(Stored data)

=======

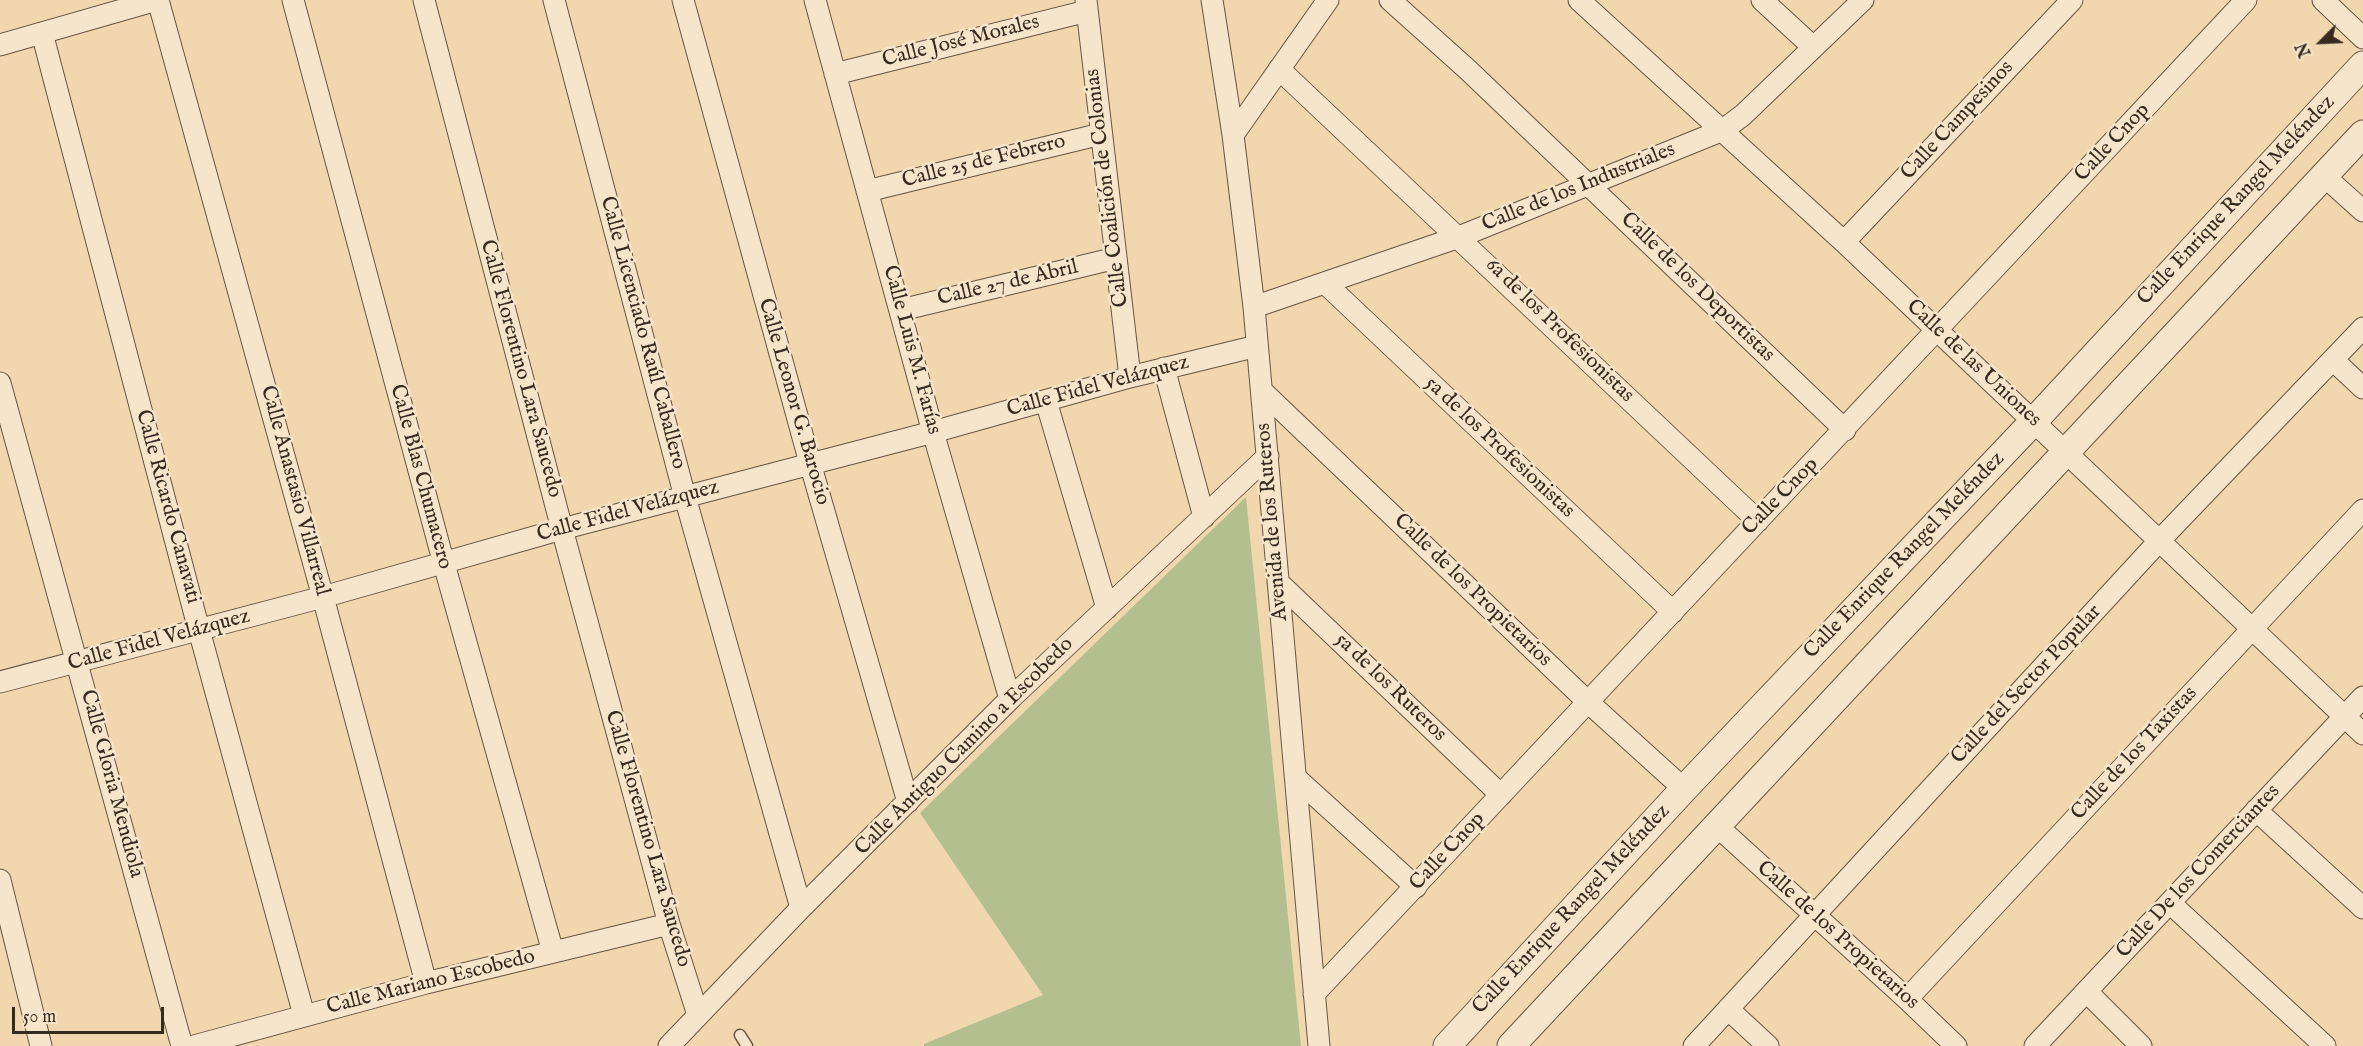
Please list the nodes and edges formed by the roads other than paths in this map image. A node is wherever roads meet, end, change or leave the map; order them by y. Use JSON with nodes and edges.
{"nodes":[{"id":1,"x":158,"y":0,"type":"edge"},
{"id":2,"x":293,"y":0,"type":"edge"},
{"id":3,"x":424,"y":0,"type":"edge"},
{"id":4,"x":554,"y":0,"type":"edge"},
{"id":5,"x":683,"y":0,"type":"edge"},
{"id":6,"x":815,"y":0,"type":"edge"},
{"id":7,"x":1212,"y":0,"type":"edge"},
{"id":8,"x":1328,"y":0,"type":"edge"},
{"id":9,"x":1390,"y":0,"type":"edge"},
{"id":10,"x":1579,"y":0,"type":"edge"},
{"id":11,"x":1762,"y":0,"type":"edge"},
{"id":12,"x":1863,"y":0,"type":"edge"},
{"id":13,"x":2072,"y":0,"type":"edge"},
{"id":14,"x":2246,"y":0,"type":"edge"},
{"id":15,"x":2323,"y":0,"type":"edge"},
{"id":16,"x":1086,"y":6,"type":"edge"},
{"id":17,"x":42,"y":33,"type":"junction"},
{"id":18,"x":2363,"y":38,"type":"edge"},
{"id":19,"x":0,"y":45,"type":"edge"},
{"id":20,"x":1813,"y":47,"type":"junction"},
{"id":21,"x":2363,"y":65,"type":"edge"},
{"id":22,"x":1280,"y":69,"type":"junction"},
{"id":23,"x":835,"y":74,"type":"junction"},
{"id":24,"x":1723,"y":130,"type":"junction"},
{"id":25,"x":1101,"y":134,"type":"junction"},
{"id":26,"x":2363,"y":134,"type":"edge"},
{"id":27,"x":1233,"y":135,"type":"junction"},
{"id":28,"x":2324,"y":175,"type":"junction"},
{"id":29,"x":1589,"y":185,"type":"junction"},
{"id":30,"x":867,"y":191,"type":"junction"},
{"id":31,"x":2363,"y":211,"type":"edge"},
{"id":32,"x":1459,"y":237,"type":"junction"},
{"id":33,"x":1844,"y":242,"type":"junction"},
{"id":34,"x":1116,"y":258,"type":"junction"},
{"id":35,"x":1325,"y":283,"type":"junction"},
{"id":36,"x":1254,"y":307,"type":"junction"},
{"id":37,"x":901,"y":310,"type":"junction"},
{"id":38,"x":2363,"y":328,"type":"edge"},
{"id":39,"x":1938,"y":331,"type":"junction"},
{"id":40,"x":1257,"y":346,"type":"junction"},
{"id":41,"x":2333,"y":360,"type":"junction"},
{"id":42,"x":1164,"y":368,"type":"junction"},
{"id":43,"x":1130,"y":377,"type":"junction"},
{"id":44,"x":0,"y":383,"type":"edge"},
{"id":45,"x":2363,"y":388,"type":"edge"},
{"id":46,"x":1262,"y":391,"type":"junction"},
{"id":47,"x":1046,"y":401,"type":"junction"},
{"id":48,"x":2033,"y":422,"type":"junction"},
{"id":49,"x":1845,"y":430,"type":"junction"},
{"id":50,"x":933,"y":432,"type":"junction"},
{"id":51,"x":2067,"y":452,"type":"junction"},
{"id":52,"x":1268,"y":456,"type":"junction"},
{"id":53,"x":810,"y":463,"type":"junction"},
{"id":54,"x":685,"y":497,"type":"junction"},
{"id":55,"x":2363,"y":510,"type":"edge"},
{"id":56,"x":1204,"y":517,"type":"junction"},
{"id":57,"x":1758,"y":521,"type":"junction"},
{"id":58,"x":562,"y":529,"type":"junction"},
{"id":59,"x":2160,"y":540,"type":"junction"},
{"id":60,"x":444,"y":564,"type":"junction"},
{"id":61,"x":1278,"y":582,"type":"junction"},
{"id":62,"x":323,"y":597,"type":"junction"},
{"id":63,"x":1107,"y":608,"type":"junction"},
{"id":64,"x":1673,"y":612,"type":"junction"},
{"id":65,"x":2252,"y":628,"type":"junction"},
{"id":66,"x":199,"y":630,"type":"junction"},
{"id":67,"x":78,"y":663,"type":"junction"},
{"id":68,"x":0,"y":682,"type":"edge"},
{"id":69,"x":2363,"y":697,"type":"edge"},
{"id":70,"x":1010,"y":699,"type":"junction"},
{"id":71,"x":1588,"y":702,"type":"junction"},
{"id":72,"x":2344,"y":717,"type":"junction"},
{"id":73,"x":2363,"y":734,"type":"edge"},
{"id":74,"x":1296,"y":778,"type":"junction"},
{"id":75,"x":1684,"y":789,"type":"junction"},
{"id":76,"x":1501,"y":795,"type":"junction"},
{"id":77,"x":908,"y":802,"type":"junction"},
{"id":78,"x":2256,"y":810,"type":"junction"},
{"id":79,"x":1717,"y":826,"type":"junction"},
{"id":80,"x":0,"y":880,"type":"edge"},
{"id":81,"x":1416,"y":887,"type":"junction"},
{"id":82,"x":2170,"y":903,"type":"junction"},
{"id":83,"x":801,"y":908,"type":"junction"},
{"id":84,"x":2363,"y":908,"type":"edge"},
{"id":85,"x":1814,"y":915,"type":"junction"},
{"id":86,"x":669,"y":924,"type":"junction"},
{"id":87,"x":553,"y":952,"type":"junction"},
{"id":88,"x":426,"y":983,"type":"junction"},
{"id":89,"x":2087,"y":992,"type":"junction"},
{"id":90,"x":1314,"y":994,"type":"junction"},
{"id":91,"x":1907,"y":999,"type":"junction"},
{"id":92,"x":1728,"y":1009,"type":"junction"},
{"id":93,"x":698,"y":1015,"type":"junction"},
{"id":94,"x":304,"y":1016,"type":"junction"},
{"id":95,"x":740,"y":1035,"type":"dead end"},
{"id":96,"x":40,"y":1046,"type":"edge"},
{"id":97,"x":182,"y":1046,"type":"edge"},
{"id":98,"x":194,"y":1046,"type":"edge"},
{"id":99,"x":669,"y":1046,"type":"edge"},
{"id":100,"x":747,"y":1046,"type":"edge"},
{"id":101,"x":1320,"y":1046,"type":"edge"},
{"id":102,"x":1447,"y":1046,"type":"edge"},
{"id":103,"x":1511,"y":1046,"type":"edge"},
{"id":104,"x":1694,"y":1046,"type":"edge"},
{"id":105,"x":1768,"y":1046,"type":"edge"},
{"id":106,"x":1956,"y":1046,"type":"edge"},
{"id":107,"x":2035,"y":1046,"type":"edge"},
{"id":108,"x":2141,"y":1046,"type":"edge"},
{"id":109,"x":2325,"y":1046,"type":"edge"}],
"edges":[{"from":1,"to":17,"type":"street"},
{"from":1,"to":62,"type":"street","name":"Calle Anastasio Villarreal"},
{"from":2,"to":60,"type":"street","name":"Calle Blas Chumacero"},
{"from":3,"to":58,"type":"street","name":"Calle Florentino Lara Saucedo"},
{"from":4,"to":54,"type":"street","name":"Calle Licenciado Raúl Caballero"},
{"from":5,"to":53,"type":"street","name":"Calle Leonor G. Barocio"},
{"from":6,"to":23,"type":"street","name":"Calle Luis M. Farías"},
{"from":7,"to":27,"type":"street","name":"Avenida de los Ruteros"},
{"from":8,"to":22,"type":"street"},
{"from":9,"to":29,"type":"street","name":"Calle de los Deportistas"},
{"from":10,"to":24,"type":"street","name":"Calle de las Uniones"},
{"from":11,"to":20,"type":"street"},
{"from":12,"to":20,"type":"street","name":"Calle de los Industriales"},
{"from":13,"to":33,"type":"street","name":"Calle Campesinos"},
{"from":14,"to":39,"type":"street","name":"Calle Cnop"},
{"from":15,"to":18,"type":"street"},
{"from":16,"to":23,"type":"street","name":"Calle José Morales"},
{"from":16,"to":25,"type":"street","name":"Calle Coalición de Colonias"},
{"from":17,"to":19,"type":"street"},
{"from":17,"to":66,"type":"street","name":"Calle Ricardo Canavati"},
{"from":20,"to":24,"type":"street","name":"Calle de los Industriales"},
{"from":21,"to":48,"type":"street","name":"Calle Enrique Rangel Meléndez"},
{"from":22,"to":27,"type":"street"},
{"from":22,"to":32,"type":"street","name":"6a de los Profesionistas"},
{"from":23,"to":30,"type":"street","name":"Calle Luis M. Farías"},
{"from":24,"to":29,"type":"street","name":"Calle de los Industriales"},
{"from":24,"to":33,"type":"street","name":"Calle de las Uniones"},
{"from":25,"to":30,"type":"street","name":"Calle 25 de Febrero"},
{"from":25,"to":34,"type":"street","name":"Calle Coalición de Colonias"},
{"from":26,"to":28,"type":"street"},
{"from":27,"to":36,"type":"street","name":"Avenida de los Ruteros"},
{"from":28,"to":31,"type":"street"},
{"from":28,"to":51,"type":"street"},
{"from":29,"to":32,"type":"street","name":"Calle de los Industriales"},
{"from":29,"to":49,"type":"street","name":"Calle de los Deportistas"},
{"from":30,"to":37,"type":"street","name":"Calle Luis M. Farías"},
{"from":32,"to":35,"type":"street","name":"Calle de los Industriales"},
{"from":32,"to":57,"type":"street","name":"6a de los Profesionistas"},
{"from":33,"to":39,"type":"street","name":"Calle de las Uniones"},
{"from":34,"to":37,"type":"street","name":"Calle 27 de Abril"},
{"from":34,"to":43,"type":"street","name":"Calle Coalición de Colonias"},
{"from":35,"to":36,"type":"street","name":"Calle de los Industriales"},
{"from":35,"to":64,"type":"street","name":"5a de los Profesionistas"},
{"from":36,"to":40,"type":"street","name":"Avenida de los Ruteros"},
{"from":37,"to":50,"type":"street","name":"Calle Luis M. Farías"},
{"from":38,"to":41,"type":"street","name":"Calle del Sector Popular"},
{"from":39,"to":48,"type":"street","name":"Calle de las Uniones"},
{"from":39,"to":49,"type":"street","name":"Calle Cnop"},
{"from":40,"to":42,"type":"street","name":"Calle Fidel Velázquez"},
{"from":40,"to":46,"type":"street","name":"Avenida de los Ruteros"},
{"from":41,"to":45,"type":"street"},
{"from":41,"to":59,"type":"street","name":"Calle del Sector Popular"},
{"from":42,"to":43,"type":"street","name":"Calle Fidel Velázquez"},
{"from":42,"to":56,"type":"street"},
{"from":43,"to":47,"type":"street","name":"Calle Fidel Velázquez"},
{"from":44,"to":67,"type":"street","name":"Calle Gloria Mendiola"},
{"from":46,"to":52,"type":"street","name":"Avenida de los Ruteros"},
{"from":46,"to":71,"type":"street","name":"Calle de los Propietarios"},
{"from":47,"to":50,"type":"street","name":"Calle Fidel Velázquez"},
{"from":47,"to":63,"type":"street"},
{"from":48,"to":51,"type":"street","name":"Calle de las Uniones"},
{"from":48,"to":75,"type":"street","name":"Calle Enrique Rangel Meléndez"},
{"from":49,"to":57,"type":"street","name":"Calle Cnop"},
{"from":50,"to":53,"type":"street","name":"Calle Fidel Velázquez"},
{"from":50,"to":70,"type":"street","name":"Calle Luis M. Farías"},
{"from":51,"to":59,"type":"street","name":"Calle de las Uniones"},
{"from":51,"to":79,"type":"street"},
{"from":52,"to":56,"type":"street","name":"Calle Antiguo Camino a Escobedo"},
{"from":52,"to":61,"type":"street","name":"Avenida de los Ruteros"},
{"from":53,"to":54,"type":"street","name":"Calle Fidel Velázquez"},
{"from":53,"to":77,"type":"street","name":"Calle Leonor G. Barocio"},
{"from":54,"to":58,"type":"street","name":"Calle Fidel Velázquez"},
{"from":54,"to":83,"type":"street","name":"Calle Licenciado Raúl Caballero"},
{"from":55,"to":65,"type":"street","name":"Calle de los Taxistas"},
{"from":56,"to":63,"type":"street","name":"Calle Antiguo Camino a Escobedo"},
{"from":57,"to":64,"type":"street","name":"Calle Cnop"},
{"from":58,"to":60,"type":"street","name":"Calle Fidel Velázquez"},
{"from":58,"to":86,"type":"street","name":"Calle Florentino Lara Saucedo"},
{"from":59,"to":65,"type":"street","name":"Calle de las Uniones"},
{"from":59,"to":85,"type":"street","name":"Calle del Sector Popular"},
{"from":60,"to":62,"type":"street","name":"Calle Fidel Velázquez"},
{"from":60,"to":87,"type":"street","name":"Calle Blas Chumacero"},
{"from":61,"to":74,"type":"street","name":"Avenida de los Ruteros"},
{"from":61,"to":76,"type":"street","name":"5a de los Ruteros"},
{"from":62,"to":66,"type":"street","name":"Calle Fidel Velázquez"},
{"from":62,"to":88,"type":"street","name":"Calle Anastasio Villarreal"},
{"from":63,"to":70,"type":"street","name":"Calle Antiguo Camino a Escobedo"},
{"from":64,"to":71,"type":"street","name":"Calle Cnop"},
{"from":65,"to":72,"type":"street","name":"Calle de las Uniones"},
{"from":65,"to":91,"type":"street","name":"Calle de los Taxistas"},
{"from":66,"to":67,"type":"street","name":"Calle Fidel Velázquez"},
{"from":66,"to":94,"type":"street","name":"Calle Ricardo Canavati"},
{"from":67,"to":68,"type":"street","name":"Calle Fidel Velázquez"},
{"from":67,"to":97,"type":"street","name":"Calle Gloria Mendiola"},
{"from":69,"to":72,"type":"street","name":"Calle De los Comerciantes"},
{"from":70,"to":77,"type":"street","name":"Calle Antiguo Camino a Escobedo"},
{"from":71,"to":75,"type":"street","name":"Calle de los Propietarios"},
{"from":71,"to":76,"type":"street","name":"Calle Cnop"},
{"from":72,"to":73,"type":"street","name":"Calle de las Uniones"},
{"from":72,"to":78,"type":"street","name":"Calle De los Comerciantes"},
{"from":74,"to":81,"type":"street"},
{"from":74,"to":90,"type":"street","name":"Avenida de los Ruteros"},
{"from":75,"to":102,"type":"street","name":"Calle Enrique Rangel Meléndez"},
{"from":76,"to":81,"type":"street","name":"Calle Cnop"},
{"from":77,"to":83,"type":"street","name":"Calle Antiguo Camino a Escobedo"},
{"from":78,"to":82,"type":"street","name":"Calle De los Comerciantes"},
{"from":78,"to":84,"type":"street"},
{"from":79,"to":85,"type":"street","name":"Calle de los Propietarios"},
{"from":79,"to":103,"type":"street"},
{"from":80,"to":96,"type":"street"},
{"from":81,"to":90,"type":"street","name":"Calle Cnop"},
{"from":82,"to":89,"type":"street","name":"Calle De los Comerciantes"},
{"from":82,"to":109,"type":"street"},
{"from":83,"to":93,"type":"street","name":"Calle Antiguo Camino a Escobedo"},
{"from":85,"to":91,"type":"street","name":"Calle de los Propietarios"},
{"from":85,"to":92,"type":"street","name":"Calle del Sector Popular"},
{"from":86,"to":87,"type":"street","name":"Calle Mariano Escobedo"},
{"from":86,"to":93,"type":"street","name":"Calle Florentino Lara Saucedo"},
{"from":87,"to":88,"type":"street","name":"Calle Mariano Escobedo"},
{"from":88,"to":94,"type":"street","name":"Calle Mariano Escobedo"},
{"from":89,"to":107,"type":"street","name":"Calle De los Comerciantes"},
{"from":89,"to":108,"type":"street"},
{"from":90,"to":101,"type":"street","name":"Avenida de los Ruteros"},
{"from":91,"to":106,"type":"street","name":"Calle de los Propietarios"},
{"from":92,"to":104,"type":"street","name":"Calle del Sector Popular"},
{"from":92,"to":105,"type":"street"},
{"from":93,"to":99,"type":"street","name":"Calle Antiguo Camino a Escobedo"},
{"from":94,"to":98,"type":"street","name":"Calle Mariano Escobedo"},
{"from":95,"to":100,"type":"lane"}]}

=======

The answer must be a single number: how many lines of the records contain the string "Blas".

*ANSWER SPACE*:
2